Assignment: Across the records, count every line that includes "Bakwena" and give the number by itself.

Source records:
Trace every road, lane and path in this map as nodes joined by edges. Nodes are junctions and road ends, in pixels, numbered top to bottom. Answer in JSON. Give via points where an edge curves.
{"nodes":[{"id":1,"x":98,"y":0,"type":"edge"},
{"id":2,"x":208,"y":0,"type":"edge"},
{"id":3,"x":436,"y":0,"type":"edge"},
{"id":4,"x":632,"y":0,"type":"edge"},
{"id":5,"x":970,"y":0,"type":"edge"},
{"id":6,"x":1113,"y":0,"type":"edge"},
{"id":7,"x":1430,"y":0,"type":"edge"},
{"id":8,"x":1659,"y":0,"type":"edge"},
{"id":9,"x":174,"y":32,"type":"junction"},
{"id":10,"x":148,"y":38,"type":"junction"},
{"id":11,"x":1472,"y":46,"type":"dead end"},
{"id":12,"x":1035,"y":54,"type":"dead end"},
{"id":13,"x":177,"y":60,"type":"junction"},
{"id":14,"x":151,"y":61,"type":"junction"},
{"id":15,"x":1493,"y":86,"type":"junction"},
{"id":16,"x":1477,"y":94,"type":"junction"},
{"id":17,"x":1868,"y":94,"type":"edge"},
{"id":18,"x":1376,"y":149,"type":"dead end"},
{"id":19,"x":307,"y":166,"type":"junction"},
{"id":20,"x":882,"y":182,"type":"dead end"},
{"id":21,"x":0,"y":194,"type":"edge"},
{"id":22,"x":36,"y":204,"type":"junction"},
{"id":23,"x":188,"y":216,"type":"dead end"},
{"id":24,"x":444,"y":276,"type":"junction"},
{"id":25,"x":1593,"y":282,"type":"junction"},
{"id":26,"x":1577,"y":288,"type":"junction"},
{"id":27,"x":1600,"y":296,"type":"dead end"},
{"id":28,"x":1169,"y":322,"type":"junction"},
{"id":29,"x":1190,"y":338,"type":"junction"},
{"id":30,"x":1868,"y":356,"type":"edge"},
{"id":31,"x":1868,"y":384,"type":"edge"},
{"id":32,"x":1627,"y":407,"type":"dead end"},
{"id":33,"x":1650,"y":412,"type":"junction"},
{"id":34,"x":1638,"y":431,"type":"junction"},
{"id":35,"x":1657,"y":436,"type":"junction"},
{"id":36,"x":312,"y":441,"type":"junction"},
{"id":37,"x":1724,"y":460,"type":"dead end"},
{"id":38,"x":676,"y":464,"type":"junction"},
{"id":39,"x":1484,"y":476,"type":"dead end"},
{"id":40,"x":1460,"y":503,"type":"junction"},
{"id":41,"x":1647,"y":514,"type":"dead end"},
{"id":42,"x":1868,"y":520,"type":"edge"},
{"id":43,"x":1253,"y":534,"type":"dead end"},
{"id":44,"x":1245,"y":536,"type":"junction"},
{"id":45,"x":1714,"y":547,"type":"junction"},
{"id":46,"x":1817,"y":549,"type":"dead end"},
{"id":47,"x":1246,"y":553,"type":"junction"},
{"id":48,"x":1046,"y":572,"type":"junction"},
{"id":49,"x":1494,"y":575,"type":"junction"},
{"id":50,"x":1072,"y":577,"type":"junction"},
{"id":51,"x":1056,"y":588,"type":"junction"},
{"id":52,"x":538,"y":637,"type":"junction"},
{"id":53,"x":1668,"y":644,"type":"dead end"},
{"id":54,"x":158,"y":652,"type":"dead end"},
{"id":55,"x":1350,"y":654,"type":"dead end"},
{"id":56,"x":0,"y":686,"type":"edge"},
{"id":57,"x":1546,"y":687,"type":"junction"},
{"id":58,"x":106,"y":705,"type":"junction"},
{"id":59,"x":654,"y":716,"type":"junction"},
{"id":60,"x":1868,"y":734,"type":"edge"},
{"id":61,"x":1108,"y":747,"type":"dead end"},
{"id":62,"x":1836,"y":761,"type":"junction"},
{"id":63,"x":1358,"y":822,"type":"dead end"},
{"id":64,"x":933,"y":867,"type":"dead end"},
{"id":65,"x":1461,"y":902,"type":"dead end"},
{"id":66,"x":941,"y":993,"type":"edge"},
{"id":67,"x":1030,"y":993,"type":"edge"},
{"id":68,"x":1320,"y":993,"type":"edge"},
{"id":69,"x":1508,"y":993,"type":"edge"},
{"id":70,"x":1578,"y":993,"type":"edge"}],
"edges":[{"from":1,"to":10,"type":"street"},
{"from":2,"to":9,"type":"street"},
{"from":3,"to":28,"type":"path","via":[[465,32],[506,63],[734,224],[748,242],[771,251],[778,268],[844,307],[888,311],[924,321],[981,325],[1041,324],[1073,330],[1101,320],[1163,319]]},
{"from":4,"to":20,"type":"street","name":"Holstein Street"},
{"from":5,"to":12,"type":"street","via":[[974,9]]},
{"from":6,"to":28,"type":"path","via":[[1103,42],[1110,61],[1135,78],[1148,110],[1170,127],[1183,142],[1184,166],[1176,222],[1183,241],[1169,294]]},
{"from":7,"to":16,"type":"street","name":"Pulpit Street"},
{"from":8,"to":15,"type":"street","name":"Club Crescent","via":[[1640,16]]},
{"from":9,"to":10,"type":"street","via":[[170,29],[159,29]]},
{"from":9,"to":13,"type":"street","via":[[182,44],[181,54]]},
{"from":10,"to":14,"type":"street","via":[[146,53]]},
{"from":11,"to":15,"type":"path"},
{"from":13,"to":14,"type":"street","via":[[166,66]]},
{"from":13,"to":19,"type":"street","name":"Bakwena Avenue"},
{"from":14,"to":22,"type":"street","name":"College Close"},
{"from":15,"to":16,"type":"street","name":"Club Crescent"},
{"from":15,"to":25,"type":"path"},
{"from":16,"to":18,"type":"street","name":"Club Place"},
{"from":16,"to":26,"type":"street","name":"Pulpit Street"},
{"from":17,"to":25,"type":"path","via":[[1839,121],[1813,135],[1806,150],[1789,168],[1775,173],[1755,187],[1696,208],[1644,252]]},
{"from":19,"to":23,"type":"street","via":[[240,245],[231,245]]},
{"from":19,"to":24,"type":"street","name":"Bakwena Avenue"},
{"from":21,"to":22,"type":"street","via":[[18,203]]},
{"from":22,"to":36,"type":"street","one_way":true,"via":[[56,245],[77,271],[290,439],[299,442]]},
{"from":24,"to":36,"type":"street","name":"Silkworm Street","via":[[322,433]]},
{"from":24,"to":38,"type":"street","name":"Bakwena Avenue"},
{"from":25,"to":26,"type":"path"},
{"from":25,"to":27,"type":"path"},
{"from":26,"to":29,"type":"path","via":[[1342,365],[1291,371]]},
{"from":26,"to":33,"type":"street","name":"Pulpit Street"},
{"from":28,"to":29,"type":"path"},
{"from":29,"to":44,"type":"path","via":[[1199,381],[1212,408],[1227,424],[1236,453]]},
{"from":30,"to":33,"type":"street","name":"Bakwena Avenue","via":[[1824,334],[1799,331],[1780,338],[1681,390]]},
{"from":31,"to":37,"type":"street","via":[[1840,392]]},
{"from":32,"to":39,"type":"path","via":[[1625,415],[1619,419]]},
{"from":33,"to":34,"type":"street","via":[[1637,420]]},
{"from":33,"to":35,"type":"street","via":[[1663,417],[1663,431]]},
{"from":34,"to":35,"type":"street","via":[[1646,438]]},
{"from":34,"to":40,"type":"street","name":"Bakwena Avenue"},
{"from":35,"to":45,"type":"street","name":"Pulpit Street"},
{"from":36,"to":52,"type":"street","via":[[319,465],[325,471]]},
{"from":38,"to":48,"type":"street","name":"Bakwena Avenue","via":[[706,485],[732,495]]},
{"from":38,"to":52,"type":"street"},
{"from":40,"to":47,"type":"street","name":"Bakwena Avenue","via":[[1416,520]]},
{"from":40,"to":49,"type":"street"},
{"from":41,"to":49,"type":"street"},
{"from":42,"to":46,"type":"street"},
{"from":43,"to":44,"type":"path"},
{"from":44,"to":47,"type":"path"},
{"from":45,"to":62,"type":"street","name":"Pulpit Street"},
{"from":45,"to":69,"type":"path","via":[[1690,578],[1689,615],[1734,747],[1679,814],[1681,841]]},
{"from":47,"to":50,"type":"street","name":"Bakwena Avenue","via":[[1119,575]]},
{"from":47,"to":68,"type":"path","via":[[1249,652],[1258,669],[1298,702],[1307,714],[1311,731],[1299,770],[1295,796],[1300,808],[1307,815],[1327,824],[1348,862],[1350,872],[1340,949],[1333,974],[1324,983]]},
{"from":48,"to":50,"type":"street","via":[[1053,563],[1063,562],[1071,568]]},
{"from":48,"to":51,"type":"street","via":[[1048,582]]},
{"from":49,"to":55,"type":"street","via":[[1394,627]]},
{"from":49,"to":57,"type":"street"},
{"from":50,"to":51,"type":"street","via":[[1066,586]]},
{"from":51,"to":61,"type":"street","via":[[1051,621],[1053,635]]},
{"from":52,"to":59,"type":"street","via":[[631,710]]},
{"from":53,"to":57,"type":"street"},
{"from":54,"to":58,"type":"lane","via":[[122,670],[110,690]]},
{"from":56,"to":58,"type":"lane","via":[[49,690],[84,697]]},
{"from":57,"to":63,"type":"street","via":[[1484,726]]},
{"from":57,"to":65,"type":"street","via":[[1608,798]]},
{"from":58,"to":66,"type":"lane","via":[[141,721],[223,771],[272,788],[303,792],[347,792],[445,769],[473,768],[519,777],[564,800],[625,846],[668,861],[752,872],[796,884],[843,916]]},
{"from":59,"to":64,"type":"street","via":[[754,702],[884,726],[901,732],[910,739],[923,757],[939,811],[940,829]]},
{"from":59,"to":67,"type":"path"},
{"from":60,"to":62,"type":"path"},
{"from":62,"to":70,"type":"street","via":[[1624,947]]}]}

Your solution: 8